カクヨムにて5話先行投稿していますので、続きを早く読みたい方は以下のURLからどうぞ。


https://kakuyomu.jp/works/16816452219415512391


「長? どうしたんだ?」


 いきなりレイの方……正確にはレイの前にある道具を見て厳しい表情を浮かべた長に、レイはそう尋ねる。

 現在レイの前にあるのは、トレントの森に侵入してきた者達……レイの予想ではボブを狙っている穢れの関係者だろう相手から奪った道具だ。

 それを長が厳しい視線で見ているのにレイは戸惑い、すぐに気が付く。


(あ、もしかしてこのマジックアイテムって穢れが関係していたりするのか?)


 長が穢れを危険視しているのはレイも知っている。

 最悪の場合は大陸が滅びるかもしれないと言われているのだから、長がそこまで警戒するのはレイにも理解出来た。

 理解は出来たものの、まだ穢れの危険について殆ど知らないレイにしてみれば、あまり実感はなかったのだが。


「レイ殿、それは一体なんですか?」


 厳しい視線をマジックアイテムと思しき道具に向けていた長は、ようやくそうして声を出す。

 マジックアイテムから視線を逸らし、レイを見ながら。

 マジックアイテムを集める趣味があるレイとしては、長の言葉を何とか誤魔化したいという思いもあったのだが、それでも今の状況でそのような真似をするのは危険だと本能的に察知し、口を開く。


「何だと言われても、ニールセンから話は聞いてるだろう? 穢れと関係があると思しき連中を捕らえたって。その連中が持っていた奴だよ。……長の様子を見ると、どうやらこのまま俺が使うといった訳にはいかないみたいだな」

「そうですね。それは穢れによって生み出された物でしょう。それを使うようなことをすれば、一体どうなるか分かりません」

「やっぱりか。……ただ、これもニールセンから聞いたかもしれないけど、このマジックアイテムのどれかには死んだことをなかったことにするといった効果があるらしいんだが……あ、駄目か」


 説明に長の視線が更に厳しくなったのを理解し、レイはすぐに諦める。

 死んだことをなかったことに出来るというのは、どういうことかは分からない。

 単純に生き返らせることが出来るのか、あるいはもっと別の何かなのか。

 その辺が気になるところだったが、長の様子を見る限りではそのマジックアイテムを使うのは間違いなく不味そうだ。

 であれば、これ以上マジックアイテムに固執するのは止めておいた方がいいとレイは判断する。

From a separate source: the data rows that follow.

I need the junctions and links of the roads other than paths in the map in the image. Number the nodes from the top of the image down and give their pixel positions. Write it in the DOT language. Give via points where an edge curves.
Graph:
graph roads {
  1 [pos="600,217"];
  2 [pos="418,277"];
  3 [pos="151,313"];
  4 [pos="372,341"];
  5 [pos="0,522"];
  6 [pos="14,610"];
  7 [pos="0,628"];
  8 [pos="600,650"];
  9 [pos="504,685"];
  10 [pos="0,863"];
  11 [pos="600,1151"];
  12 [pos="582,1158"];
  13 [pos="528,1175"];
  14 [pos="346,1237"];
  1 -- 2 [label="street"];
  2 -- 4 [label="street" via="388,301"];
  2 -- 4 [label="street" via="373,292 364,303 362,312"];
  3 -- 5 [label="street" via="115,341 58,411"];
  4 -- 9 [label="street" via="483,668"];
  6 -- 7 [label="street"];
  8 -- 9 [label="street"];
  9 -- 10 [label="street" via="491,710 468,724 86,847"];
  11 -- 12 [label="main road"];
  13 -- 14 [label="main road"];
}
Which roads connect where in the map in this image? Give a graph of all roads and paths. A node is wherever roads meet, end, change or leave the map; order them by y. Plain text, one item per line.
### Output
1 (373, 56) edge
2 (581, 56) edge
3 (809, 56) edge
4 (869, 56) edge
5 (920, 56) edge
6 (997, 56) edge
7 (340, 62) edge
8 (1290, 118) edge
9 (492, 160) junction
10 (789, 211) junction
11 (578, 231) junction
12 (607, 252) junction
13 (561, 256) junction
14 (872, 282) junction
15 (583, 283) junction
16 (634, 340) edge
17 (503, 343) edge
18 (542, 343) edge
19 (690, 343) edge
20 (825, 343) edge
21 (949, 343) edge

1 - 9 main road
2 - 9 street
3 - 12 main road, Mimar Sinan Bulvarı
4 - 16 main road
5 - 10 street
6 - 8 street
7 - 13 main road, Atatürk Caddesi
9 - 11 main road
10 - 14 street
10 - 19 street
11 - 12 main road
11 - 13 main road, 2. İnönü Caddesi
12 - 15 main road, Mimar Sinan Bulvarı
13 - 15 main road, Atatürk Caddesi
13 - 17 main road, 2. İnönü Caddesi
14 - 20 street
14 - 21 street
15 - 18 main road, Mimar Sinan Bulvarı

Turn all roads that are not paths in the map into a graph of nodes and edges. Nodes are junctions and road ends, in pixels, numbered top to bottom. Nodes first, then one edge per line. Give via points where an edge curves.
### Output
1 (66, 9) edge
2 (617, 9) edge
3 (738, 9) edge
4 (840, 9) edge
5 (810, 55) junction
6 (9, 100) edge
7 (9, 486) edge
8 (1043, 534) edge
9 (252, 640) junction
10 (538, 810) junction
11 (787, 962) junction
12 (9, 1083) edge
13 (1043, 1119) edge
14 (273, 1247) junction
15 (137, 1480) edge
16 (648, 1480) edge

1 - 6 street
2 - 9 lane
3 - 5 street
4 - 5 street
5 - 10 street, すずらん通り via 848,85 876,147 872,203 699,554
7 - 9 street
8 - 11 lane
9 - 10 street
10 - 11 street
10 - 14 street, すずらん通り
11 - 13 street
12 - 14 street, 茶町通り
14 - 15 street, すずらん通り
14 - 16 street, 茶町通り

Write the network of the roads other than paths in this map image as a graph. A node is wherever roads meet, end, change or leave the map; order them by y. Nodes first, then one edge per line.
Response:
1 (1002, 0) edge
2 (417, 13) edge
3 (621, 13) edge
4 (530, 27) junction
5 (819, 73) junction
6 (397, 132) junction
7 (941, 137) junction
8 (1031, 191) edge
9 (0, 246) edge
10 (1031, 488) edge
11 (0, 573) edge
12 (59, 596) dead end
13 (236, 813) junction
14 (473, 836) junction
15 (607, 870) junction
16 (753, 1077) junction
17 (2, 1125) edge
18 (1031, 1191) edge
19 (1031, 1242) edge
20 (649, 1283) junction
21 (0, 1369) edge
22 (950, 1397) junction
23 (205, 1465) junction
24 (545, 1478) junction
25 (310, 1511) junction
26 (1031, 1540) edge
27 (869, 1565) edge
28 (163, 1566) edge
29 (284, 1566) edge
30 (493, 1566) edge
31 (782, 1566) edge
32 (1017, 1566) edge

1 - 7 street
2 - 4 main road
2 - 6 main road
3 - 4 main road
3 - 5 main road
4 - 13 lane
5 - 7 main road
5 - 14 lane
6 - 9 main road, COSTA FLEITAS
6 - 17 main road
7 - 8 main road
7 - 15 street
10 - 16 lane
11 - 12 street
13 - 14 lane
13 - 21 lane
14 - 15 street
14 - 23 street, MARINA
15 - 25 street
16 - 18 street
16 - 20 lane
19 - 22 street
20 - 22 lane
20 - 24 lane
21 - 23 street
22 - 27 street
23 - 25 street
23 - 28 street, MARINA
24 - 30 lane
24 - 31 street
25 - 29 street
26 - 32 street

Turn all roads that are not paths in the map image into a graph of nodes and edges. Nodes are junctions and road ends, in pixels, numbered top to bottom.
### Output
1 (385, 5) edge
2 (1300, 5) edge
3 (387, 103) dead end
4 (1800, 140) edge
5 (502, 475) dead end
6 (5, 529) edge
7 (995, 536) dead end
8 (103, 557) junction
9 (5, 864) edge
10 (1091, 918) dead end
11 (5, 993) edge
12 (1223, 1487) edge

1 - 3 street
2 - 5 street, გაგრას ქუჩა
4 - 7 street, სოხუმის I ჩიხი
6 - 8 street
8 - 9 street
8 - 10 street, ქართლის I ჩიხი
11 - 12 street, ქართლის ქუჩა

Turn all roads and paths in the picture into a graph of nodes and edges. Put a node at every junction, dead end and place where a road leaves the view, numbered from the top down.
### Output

「ええ、穢れの力が使われたマジックアイテムは、それを使ったところで最悪の結果しかもたらしません。ただ……問題なのは、このマジックアイテムをどうするかですね」


 レイがマジックアイテムを諦めたのを理解したのだろう。

 長は少しだけ安心した様子を見せつつも、困ったように呟く。


「どうするかって、ボブの穢れを取り除いたように、このマジックアイテムからも穢れを取り除けばいいんじゃないか?」

「取り除いた穢れを保存するのは、レイ殿も見たあの宝石が必要なのです」

「花の形をした宝石か?」


 尋ねるレイに、長は頷く。

 しかし、長の表情にあるのは苦悩の色だ。

 一体何故そのような表情を?

 そう思ったレイだったが、何となく理解出来てしまう。

 つまり、花の形をした宝石はそこまで数がないのだろう、と。


「花の形をした宝石、あれの残りが少ない訳か」

「そうなります。もちろん、全くないという訳ではありません。ですが、これからのことを考えると、出来ればあまり消費したくないので。……レイ殿、お願い出来ませんか?」

「は?」


 いきなりの長の言葉に、レイは最初何を言われているのかが理解出来なかった。

 しかし、このマジックアイテムをどうにかして欲しいと言ってるのだろうと理解すると、何故自分に? と思ってしまう。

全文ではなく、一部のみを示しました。